What you need to do: From the entries, copy every line that carries the string "بلصفورة".

Stored data:
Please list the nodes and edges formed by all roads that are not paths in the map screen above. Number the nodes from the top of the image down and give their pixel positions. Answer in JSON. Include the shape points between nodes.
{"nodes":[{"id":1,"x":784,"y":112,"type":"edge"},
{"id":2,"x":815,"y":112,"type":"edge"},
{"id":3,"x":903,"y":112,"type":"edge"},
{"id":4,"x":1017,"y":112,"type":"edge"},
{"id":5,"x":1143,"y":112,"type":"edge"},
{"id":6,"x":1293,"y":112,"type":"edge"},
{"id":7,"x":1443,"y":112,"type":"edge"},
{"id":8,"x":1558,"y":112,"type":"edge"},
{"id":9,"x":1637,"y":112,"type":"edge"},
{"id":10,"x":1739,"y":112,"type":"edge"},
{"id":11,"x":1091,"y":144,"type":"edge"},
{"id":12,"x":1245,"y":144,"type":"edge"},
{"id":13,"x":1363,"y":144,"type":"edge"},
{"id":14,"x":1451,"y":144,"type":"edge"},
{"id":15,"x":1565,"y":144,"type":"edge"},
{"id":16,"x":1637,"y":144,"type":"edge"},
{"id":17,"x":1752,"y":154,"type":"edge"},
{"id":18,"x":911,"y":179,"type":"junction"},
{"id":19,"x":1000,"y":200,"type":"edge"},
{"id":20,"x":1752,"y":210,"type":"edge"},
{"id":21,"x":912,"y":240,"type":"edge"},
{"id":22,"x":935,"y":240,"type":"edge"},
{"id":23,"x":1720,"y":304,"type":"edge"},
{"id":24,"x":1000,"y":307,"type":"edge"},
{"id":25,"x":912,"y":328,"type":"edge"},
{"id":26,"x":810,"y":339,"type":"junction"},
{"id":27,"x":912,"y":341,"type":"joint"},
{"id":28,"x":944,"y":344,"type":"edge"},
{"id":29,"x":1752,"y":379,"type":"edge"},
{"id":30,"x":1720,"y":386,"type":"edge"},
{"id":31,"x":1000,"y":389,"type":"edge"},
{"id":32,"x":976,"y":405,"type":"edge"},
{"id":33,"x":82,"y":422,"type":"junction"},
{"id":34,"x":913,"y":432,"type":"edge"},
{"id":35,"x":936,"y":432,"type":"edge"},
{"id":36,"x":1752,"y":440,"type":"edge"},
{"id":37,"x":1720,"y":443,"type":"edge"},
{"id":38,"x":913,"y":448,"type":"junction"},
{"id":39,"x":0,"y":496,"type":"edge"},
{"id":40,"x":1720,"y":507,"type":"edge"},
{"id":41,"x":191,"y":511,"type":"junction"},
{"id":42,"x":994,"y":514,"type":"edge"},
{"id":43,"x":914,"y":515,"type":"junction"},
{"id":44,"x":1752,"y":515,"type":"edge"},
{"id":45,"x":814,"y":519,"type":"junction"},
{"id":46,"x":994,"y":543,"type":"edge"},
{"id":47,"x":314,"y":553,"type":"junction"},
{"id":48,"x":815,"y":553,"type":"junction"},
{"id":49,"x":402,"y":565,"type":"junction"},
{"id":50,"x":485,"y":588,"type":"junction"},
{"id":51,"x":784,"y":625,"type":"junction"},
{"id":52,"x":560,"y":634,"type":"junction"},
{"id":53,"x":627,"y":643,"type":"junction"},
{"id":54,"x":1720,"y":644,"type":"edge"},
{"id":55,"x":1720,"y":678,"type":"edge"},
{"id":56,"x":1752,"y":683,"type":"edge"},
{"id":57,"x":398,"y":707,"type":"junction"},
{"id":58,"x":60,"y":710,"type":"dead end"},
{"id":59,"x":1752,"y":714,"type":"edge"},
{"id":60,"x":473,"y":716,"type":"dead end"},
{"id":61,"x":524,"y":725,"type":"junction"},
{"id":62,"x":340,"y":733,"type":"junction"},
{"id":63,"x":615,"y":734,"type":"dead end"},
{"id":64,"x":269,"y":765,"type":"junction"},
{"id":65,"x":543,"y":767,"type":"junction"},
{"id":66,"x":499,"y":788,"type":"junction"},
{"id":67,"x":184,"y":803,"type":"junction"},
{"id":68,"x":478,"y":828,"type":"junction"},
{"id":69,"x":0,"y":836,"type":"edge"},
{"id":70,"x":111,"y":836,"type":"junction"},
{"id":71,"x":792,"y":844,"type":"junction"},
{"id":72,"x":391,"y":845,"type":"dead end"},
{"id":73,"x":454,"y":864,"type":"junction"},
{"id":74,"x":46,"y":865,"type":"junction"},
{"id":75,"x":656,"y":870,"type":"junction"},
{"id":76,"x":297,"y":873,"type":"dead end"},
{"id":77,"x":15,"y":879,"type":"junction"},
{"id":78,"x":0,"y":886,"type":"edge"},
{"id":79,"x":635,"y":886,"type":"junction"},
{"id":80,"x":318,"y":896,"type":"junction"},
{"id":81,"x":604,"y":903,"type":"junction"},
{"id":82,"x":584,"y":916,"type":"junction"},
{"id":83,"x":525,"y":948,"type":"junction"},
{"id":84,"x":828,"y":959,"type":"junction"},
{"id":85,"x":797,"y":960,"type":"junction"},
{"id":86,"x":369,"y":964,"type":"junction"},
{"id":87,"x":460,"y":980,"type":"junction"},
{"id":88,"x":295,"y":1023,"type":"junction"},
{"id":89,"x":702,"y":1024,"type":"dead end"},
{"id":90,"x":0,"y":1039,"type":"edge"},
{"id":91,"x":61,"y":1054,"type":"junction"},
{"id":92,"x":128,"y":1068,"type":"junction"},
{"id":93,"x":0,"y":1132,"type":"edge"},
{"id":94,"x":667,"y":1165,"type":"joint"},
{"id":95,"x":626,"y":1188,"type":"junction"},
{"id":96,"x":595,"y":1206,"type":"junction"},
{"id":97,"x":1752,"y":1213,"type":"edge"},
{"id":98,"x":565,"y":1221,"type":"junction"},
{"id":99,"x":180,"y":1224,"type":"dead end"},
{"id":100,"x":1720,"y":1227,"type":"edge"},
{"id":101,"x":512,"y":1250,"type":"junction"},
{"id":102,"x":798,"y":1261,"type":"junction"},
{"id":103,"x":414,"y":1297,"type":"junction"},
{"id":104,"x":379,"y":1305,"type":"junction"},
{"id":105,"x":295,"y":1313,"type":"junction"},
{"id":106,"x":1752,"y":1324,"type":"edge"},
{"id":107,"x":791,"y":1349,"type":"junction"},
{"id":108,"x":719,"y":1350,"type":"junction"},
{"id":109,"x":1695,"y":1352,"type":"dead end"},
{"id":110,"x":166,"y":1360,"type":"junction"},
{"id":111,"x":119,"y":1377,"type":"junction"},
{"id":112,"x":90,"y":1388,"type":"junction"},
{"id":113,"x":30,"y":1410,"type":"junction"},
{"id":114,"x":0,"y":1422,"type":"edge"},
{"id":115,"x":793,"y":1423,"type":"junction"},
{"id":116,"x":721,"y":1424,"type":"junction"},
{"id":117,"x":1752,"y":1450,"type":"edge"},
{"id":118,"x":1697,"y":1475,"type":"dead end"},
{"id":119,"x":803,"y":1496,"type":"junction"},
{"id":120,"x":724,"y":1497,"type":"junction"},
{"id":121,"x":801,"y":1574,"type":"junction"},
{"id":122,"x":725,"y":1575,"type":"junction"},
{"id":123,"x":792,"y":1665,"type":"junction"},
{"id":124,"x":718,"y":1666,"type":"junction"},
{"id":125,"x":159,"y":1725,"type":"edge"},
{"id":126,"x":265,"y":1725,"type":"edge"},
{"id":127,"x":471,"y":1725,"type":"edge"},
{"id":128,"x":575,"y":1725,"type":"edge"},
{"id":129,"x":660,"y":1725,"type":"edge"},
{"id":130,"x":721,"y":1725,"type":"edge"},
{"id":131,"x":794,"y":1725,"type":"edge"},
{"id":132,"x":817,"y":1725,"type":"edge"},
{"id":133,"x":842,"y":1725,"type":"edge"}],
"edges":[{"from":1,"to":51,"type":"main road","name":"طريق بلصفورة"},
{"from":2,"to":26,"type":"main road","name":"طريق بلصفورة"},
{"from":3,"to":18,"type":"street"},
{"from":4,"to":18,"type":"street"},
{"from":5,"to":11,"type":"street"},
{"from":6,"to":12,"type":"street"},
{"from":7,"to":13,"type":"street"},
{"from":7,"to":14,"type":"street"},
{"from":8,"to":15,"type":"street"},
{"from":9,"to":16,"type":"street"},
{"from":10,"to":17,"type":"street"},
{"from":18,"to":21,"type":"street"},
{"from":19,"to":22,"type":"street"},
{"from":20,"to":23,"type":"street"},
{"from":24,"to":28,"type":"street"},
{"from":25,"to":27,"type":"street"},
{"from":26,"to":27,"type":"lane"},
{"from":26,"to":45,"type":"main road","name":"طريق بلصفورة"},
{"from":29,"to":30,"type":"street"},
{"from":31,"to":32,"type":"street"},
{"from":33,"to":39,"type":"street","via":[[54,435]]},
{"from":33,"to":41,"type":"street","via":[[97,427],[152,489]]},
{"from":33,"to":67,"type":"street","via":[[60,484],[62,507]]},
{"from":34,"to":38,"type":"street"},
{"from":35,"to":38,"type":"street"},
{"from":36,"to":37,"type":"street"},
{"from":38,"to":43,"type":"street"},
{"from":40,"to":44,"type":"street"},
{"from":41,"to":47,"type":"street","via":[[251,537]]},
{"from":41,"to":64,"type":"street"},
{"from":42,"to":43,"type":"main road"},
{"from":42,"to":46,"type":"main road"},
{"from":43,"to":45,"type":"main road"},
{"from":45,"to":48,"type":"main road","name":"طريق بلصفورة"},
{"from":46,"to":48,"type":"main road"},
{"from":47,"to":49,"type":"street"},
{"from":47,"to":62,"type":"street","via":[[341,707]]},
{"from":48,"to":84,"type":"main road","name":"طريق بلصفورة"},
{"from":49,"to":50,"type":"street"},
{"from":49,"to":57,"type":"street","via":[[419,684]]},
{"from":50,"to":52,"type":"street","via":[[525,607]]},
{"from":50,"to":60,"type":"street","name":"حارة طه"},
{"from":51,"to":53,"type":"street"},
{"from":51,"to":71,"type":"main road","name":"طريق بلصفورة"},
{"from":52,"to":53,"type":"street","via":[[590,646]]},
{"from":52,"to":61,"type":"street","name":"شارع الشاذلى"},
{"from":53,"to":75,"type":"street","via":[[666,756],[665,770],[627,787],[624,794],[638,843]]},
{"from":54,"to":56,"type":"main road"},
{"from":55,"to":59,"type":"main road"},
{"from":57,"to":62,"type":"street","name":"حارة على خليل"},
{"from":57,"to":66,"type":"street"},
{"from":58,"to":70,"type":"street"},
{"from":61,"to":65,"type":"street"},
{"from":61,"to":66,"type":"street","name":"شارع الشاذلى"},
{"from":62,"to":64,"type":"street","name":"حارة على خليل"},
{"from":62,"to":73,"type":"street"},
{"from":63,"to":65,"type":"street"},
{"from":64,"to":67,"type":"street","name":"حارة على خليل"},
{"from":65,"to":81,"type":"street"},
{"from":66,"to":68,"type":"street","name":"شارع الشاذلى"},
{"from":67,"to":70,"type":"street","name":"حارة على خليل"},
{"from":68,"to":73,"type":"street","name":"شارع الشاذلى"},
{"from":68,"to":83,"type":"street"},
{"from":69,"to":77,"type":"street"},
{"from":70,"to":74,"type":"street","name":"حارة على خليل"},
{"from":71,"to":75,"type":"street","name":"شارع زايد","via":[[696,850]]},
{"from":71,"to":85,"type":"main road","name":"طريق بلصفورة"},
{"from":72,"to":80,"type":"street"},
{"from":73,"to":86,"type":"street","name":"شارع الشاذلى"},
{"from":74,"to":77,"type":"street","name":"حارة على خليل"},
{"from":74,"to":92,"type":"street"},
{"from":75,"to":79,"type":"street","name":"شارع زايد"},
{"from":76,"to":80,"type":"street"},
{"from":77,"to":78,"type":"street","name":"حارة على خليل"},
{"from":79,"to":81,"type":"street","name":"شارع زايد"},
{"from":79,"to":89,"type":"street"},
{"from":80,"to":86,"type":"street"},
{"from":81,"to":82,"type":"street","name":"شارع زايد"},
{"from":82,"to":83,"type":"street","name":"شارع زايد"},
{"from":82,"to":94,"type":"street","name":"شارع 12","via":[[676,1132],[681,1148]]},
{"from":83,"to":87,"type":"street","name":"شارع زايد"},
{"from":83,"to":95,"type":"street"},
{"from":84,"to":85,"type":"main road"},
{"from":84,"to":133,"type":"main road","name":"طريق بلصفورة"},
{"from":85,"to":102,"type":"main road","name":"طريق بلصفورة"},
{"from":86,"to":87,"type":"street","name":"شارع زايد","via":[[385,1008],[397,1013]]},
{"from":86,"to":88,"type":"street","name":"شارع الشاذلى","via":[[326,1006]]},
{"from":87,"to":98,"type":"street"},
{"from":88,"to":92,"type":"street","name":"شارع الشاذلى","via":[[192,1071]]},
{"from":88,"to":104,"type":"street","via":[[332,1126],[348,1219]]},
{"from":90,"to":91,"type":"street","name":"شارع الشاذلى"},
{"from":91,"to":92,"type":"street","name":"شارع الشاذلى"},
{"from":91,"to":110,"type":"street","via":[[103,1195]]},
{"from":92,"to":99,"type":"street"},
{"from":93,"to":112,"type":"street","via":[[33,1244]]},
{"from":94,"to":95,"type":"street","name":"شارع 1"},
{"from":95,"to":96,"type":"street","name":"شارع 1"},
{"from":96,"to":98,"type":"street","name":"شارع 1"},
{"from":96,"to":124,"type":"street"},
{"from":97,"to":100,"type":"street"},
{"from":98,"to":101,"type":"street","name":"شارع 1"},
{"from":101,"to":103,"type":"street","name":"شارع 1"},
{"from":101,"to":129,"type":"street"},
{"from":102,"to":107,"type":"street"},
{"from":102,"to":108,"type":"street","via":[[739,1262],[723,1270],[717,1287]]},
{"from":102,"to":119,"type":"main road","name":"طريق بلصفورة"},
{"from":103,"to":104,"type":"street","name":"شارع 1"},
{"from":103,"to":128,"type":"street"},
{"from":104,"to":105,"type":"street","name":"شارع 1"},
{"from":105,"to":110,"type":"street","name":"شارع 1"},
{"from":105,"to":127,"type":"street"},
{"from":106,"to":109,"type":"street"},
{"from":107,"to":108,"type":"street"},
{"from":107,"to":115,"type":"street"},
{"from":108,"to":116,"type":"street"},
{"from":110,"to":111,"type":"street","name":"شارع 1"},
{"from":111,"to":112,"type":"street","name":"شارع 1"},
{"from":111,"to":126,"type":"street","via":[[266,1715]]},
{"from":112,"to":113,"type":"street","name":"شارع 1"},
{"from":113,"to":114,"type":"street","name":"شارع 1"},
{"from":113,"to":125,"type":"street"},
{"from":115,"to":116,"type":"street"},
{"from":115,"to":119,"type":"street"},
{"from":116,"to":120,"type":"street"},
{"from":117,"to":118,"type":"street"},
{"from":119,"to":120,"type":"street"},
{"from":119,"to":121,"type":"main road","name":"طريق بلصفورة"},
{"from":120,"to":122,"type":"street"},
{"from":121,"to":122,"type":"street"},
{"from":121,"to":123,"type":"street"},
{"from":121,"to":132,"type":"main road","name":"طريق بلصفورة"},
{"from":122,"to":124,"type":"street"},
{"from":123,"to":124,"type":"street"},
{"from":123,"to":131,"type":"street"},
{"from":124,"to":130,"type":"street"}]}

Written solution:
"edges":[{"from":1,"to":51,"type":"main road","name":"طريق بلصفورة"},
{"from":2,"to":26,"type":"main road","name":"طريق بلصفورة"},
{"from":26,"to":45,"type":"main road","name":"طريق بلصفورة"},
{"from":45,"to":48,"type":"main road","name":"طريق بلصفورة"},
{"from":48,"to":84,"type":"main road","name":"طريق بلصفورة"},
{"from":51,"to":71,"type":"main road","name":"طريق بلصفورة"},
{"from":71,"to":85,"type":"main road","name":"طريق بلصفورة"},
{"from":84,"to":133,"type":"main road","name":"طريق بلصفورة"},
{"from":85,"to":102,"type":"main road","name":"طريق بلصفورة"},
{"from":102,"to":119,"type":"main road","name":"طريق بلصفورة"},
{"from":119,"to":121,"type":"main road","name":"طريق بلصفورة"},
{"from":121,"to":132,"type":"main road","name":"طريق بلصفورة"},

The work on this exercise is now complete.